« Je me demande s’il faut que je raconte l’histoire d’une jeune fille excentrique et anonyme qui laisse derrière elle une œuvre ahurissante, dont elle n’a jamais rien su du retentissement qu’elle aurait. »
Francesca Woodman fascine.
Parce que l’œuvre si intense, parce que la vie si brève, parce que la beauté.
Après l’essai remarqué de Marion Grébert (L’Intervalle, 19 octobre 2022), paraît chez P.O.L Francesca Woodman, de Bertrand Schefer.
En septembre 2022, lors des Rencontres de Chaminadour (Guéret, Creuse) organisées par Yannick Haenel, l’intervention matinale de Bertrand Schefer, consacrée à la peinture d’Edouard Manet comme point de rencontre entre Georges Bataille et Michel Leiris, fut magistrale.
Parmi tous les discours savants, un vrai moment de littérature se levait, habité par une profondeur de voix créant une vaste béance autour d’elle.
Dans Francesca Woodman, je retrouve cette voix précise, ce tremblement assuré, cette envie de témoigner d’un mystère et de l’éclat d’une présence rare.
« Elle se reflète dans un miroir brisé, le visage démultiplié, lacéré par le verre coupant, mais encore déchiffrable : trois fronts, quatre yeux, trois nez, quatre bouches entrouvertes, coups de couteau en plein le beau visage. On devine le cou entouré de ce qui ressemble à un boa, une caresse douce et légère, un nuage de duvet qui porte délicatement sa tête tranchée. »
Bertrand Schefer, dont le livre est un condensé biographique ouvert à l’interprétation, tente de comprendre le destin d’une femme devenue, pour nombre de jeunes photographes notamment, une légende.

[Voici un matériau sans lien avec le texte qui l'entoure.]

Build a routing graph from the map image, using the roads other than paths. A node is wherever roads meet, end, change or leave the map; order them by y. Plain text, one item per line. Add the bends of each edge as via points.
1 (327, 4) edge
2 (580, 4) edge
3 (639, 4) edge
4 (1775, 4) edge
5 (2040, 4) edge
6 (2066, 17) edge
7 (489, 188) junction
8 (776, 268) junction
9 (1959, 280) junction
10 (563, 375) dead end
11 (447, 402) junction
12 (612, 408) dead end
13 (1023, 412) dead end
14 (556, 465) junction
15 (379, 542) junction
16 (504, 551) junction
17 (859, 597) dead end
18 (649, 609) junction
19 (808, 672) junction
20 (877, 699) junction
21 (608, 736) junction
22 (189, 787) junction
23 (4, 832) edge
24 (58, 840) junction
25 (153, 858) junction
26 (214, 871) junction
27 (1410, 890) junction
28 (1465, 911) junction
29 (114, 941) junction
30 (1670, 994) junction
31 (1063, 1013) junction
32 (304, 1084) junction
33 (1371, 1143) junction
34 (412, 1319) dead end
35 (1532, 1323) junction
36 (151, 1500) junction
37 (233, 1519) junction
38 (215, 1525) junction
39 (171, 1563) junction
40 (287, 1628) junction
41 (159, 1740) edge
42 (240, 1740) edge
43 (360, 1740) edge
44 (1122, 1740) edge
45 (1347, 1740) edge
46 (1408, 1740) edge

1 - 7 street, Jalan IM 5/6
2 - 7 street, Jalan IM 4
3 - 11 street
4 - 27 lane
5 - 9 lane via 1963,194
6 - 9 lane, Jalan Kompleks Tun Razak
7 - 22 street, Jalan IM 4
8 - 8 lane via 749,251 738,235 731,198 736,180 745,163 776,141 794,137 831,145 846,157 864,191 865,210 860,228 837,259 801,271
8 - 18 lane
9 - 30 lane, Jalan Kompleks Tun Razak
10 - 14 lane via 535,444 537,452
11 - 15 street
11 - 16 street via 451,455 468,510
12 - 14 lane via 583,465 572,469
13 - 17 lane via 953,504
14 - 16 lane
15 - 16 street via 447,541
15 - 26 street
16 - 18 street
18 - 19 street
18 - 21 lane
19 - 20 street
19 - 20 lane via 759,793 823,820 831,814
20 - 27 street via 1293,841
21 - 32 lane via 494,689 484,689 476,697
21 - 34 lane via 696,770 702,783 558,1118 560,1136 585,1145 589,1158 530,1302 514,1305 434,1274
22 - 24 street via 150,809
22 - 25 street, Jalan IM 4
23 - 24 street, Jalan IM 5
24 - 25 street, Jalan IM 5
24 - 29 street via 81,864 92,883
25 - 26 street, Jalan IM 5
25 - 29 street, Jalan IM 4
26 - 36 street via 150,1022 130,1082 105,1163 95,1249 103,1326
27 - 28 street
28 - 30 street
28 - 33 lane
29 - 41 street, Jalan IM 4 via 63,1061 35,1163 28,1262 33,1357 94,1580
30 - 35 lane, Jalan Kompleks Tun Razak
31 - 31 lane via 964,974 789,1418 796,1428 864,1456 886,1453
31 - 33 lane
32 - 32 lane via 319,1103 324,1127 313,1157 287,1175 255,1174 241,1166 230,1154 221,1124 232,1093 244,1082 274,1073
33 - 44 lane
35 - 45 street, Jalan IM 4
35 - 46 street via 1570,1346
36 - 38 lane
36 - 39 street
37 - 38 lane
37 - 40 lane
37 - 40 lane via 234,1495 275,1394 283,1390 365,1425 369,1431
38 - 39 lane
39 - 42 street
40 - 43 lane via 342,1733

Combien de fois faudra-t-il regarder les œuvres de Francesca Woodman pour essayer de l’approcher véritablement ?
Combien de femmes fut-elle, capturée/délivrée par le Yashica 635 qu’elle utilisait ?
Quels mots trouver dont la transparence serait le reflet de son opacité ?
Quelle fut votre première fois avec Francesca Woodman ? Comment et où l’avez-vous rencontrée ? Quelle sera votre première émotion si vous ne la connaissez pas encore ?
Ponctuant ses réflexions de courts paragraphes décrivant des photographies emblématiques de l’artiste américaine d’origine italienne – ses parents, père peintre, mère céramiste, trouvèrent des postes d’enseignant dans une école d’art du Colorado – Bertrand Schefer imagine son enfance, ses trajets, ses jeunes passions, la formation de son œil, tente de la réinventer vivante.
« Je mets bout à bout quelques éléments biographiques. J’espère y voir plus clair, j’espère voir apparaître quelque chose. Est-il possible de faire un portrait d’elle ? »
Francesca Woodman danse dans des pièces vides, porte des robes victoriennes blanches, se dévêt, pose une anguille sur son corps, se couvre de papiers peints, devient mur déchiré, s’enferme pour se défaire d’elle-même.
Le huis-clos est l’espace de sa liberté, la fenêtre est un danger, les miroirs des partenaires fantasmatiques.
En entrant dans l’image, l’artiste se souvient des débuts de la photographie et des premiers fantômes de l’histoire du médium.
On l’a vue nue dans un cimetière, jouant avec la mort, et accueillir dans son boitier de vision des arums, comme Imogen Cunningham.
On regarde des images qui nous passionnent, mais pourquoi ? Quel est le secret de notre ferveur ? Quelle scène enfouie cherchons-nous à exhumer ?
« Et je comprends, écrit l’auteur de La photo au-dessus du lit (2014) : être enfermé avec une femme qui part à la dérive – je viens de là. Ces images me montrent ce lieu mental et physique d’où je viens, où je suis né, où je me suis découvert enfant spectateur : enfermé avec une femme qui cherche à respirer, qui me prend à témoin de son angoisse, qui veut sortir sans y parvenir, qui fantasme l’amour comme sortie possible du malheur et l’art comme expression de ce malheur. »
A 23 ans, Francesca Woodman, qui aimait Nadja, Jane Eyre et les livres de Gertrude Stein, traverse la chambre noire, et se défenestre.
Retrouvant peut-être dans le noir et le sang le Paolo qu’elle aurait rêvé de connaître.